The next step is to assess the severity. If a client has misinterpreted the rules and an error is unintentional, encourage them to correct the situation straightaway. If the situation appears deliberate, you may need to report. For example, if you think there is an Anti-Money Laundering (AML) aspect - if you suspect the client of fraudulent or criminal conduct and there are proceeds of that crime - you may need to make a Suspicious Activity Report (SAR).
The specific issues you need to look out for depend on the scheme. For example, with the CJRS, clients may have made furlough claims for employees who were not eligible or claims for hours for which they were not entitled.
Where a claim has been submitted, and proceeds received, there is no need to report if this was an innocent error and the client amends the claim and returns the money. “If clients haven't deliberately claimed when they shouldn’t have, but made a mistake and declared the mistake, then that's okay,” says Price. “But if they haven't declared it and you have grounds to suspect the claim was fraudulent, you will need to report them by submitting a suspicious activity report to the NCA.”
With BBLs, the loans were only made for business purposes only.

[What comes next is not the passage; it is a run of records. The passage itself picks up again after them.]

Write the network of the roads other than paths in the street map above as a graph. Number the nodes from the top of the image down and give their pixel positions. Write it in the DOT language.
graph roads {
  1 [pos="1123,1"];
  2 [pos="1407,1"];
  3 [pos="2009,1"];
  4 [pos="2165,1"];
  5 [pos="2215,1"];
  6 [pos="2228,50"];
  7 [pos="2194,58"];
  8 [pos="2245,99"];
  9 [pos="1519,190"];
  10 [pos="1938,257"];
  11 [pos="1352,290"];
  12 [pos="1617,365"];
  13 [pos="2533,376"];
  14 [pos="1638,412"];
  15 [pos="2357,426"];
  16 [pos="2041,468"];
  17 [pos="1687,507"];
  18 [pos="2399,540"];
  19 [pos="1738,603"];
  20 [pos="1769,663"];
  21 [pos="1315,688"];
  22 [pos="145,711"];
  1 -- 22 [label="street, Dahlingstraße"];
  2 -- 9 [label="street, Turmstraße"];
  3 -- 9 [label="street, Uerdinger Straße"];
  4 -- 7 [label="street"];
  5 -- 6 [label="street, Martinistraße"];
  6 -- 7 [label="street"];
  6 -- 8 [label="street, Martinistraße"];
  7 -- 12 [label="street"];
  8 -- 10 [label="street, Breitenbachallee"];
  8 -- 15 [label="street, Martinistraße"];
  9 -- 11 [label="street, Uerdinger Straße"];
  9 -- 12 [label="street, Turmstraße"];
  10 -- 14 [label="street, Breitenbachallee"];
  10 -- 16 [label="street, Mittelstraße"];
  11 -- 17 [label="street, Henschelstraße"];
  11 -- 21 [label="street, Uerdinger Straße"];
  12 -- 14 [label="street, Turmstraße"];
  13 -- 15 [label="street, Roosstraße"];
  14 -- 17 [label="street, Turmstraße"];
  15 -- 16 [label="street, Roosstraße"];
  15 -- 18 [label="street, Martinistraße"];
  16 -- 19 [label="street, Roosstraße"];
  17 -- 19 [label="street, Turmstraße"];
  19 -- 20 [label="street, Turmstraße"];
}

Where loans were used for personal or other non-business purposes, they do not meet the criteria. It is not your firm’s responsibility to find out what a loan was used for. But if you receive, or come across, information “during the course of business” that the loan was misused, you may have an obligation to report.
Red flags associated with BBLs include accounts showing minimal business activity before receiving the loan, fund transfers to personal accounts or third parties, rapid cash withdrawals, or multiple loan applications using different business names.
“Something to look out for,” says Price, “is when money goes into the company account as a loan, and then goes straight back out again to the directors. If you think the money's gone in and it hasn't been used for the purpose for which it was intended, which was to support the business, then you should report it.”
Another potential indicator relates to the loan as a percentage of turnover. “A company could only claim a BBL of 25% of its turnover,” says Price. “If you’ve got a client turning over £100,000 and they've claimed an £50,000 loan, that is likely to be a fraudulent claim (unless it has been rectified by a repayment). And you’d have to report that, because the client must have been misleading when it filled in the application forms.”
A final point to make is that there could be only one BBL within a group of companies. “So if a group client claimed a BBL for each member of the group,” says Price, “that’s fraud, unless they paid the money back in full and rectified it.”
A firm-wide risk-based approach is key to mitigating all AML risks, and this applies equally to uncovering specific COVID-related fraud. “A risk-based approach is always going to be relevant to BBLs and furlough fraud,” says Price.
“You might take a special look at certain clients that might more vulnerable, for example those you know were already financially struggling,” she explains. “When you're looking at risk, think about how vulnerable your client is and whether they are more likely to commit fraud because of that vulnerability.”
“We keep reiterating the need to think about risk, because how our firms view risk makes a difference to how likely they are to identify money being laundered or other activities,” she adds. “Accountants always know more than they realise; most have no concept of how much information they’ve got on their databases, how that can be used and how valuable that information could be if reported in a suspicious activity report.”
“They are really on the frontline when it comes to uncovering economic crimes and bringing the perpetrators to justice in ways you wouldn't necessarily expect,” she emphasises. “It’s not really what you think of when you think about what accountants do, but it is part of the responsibilities that come with the role.”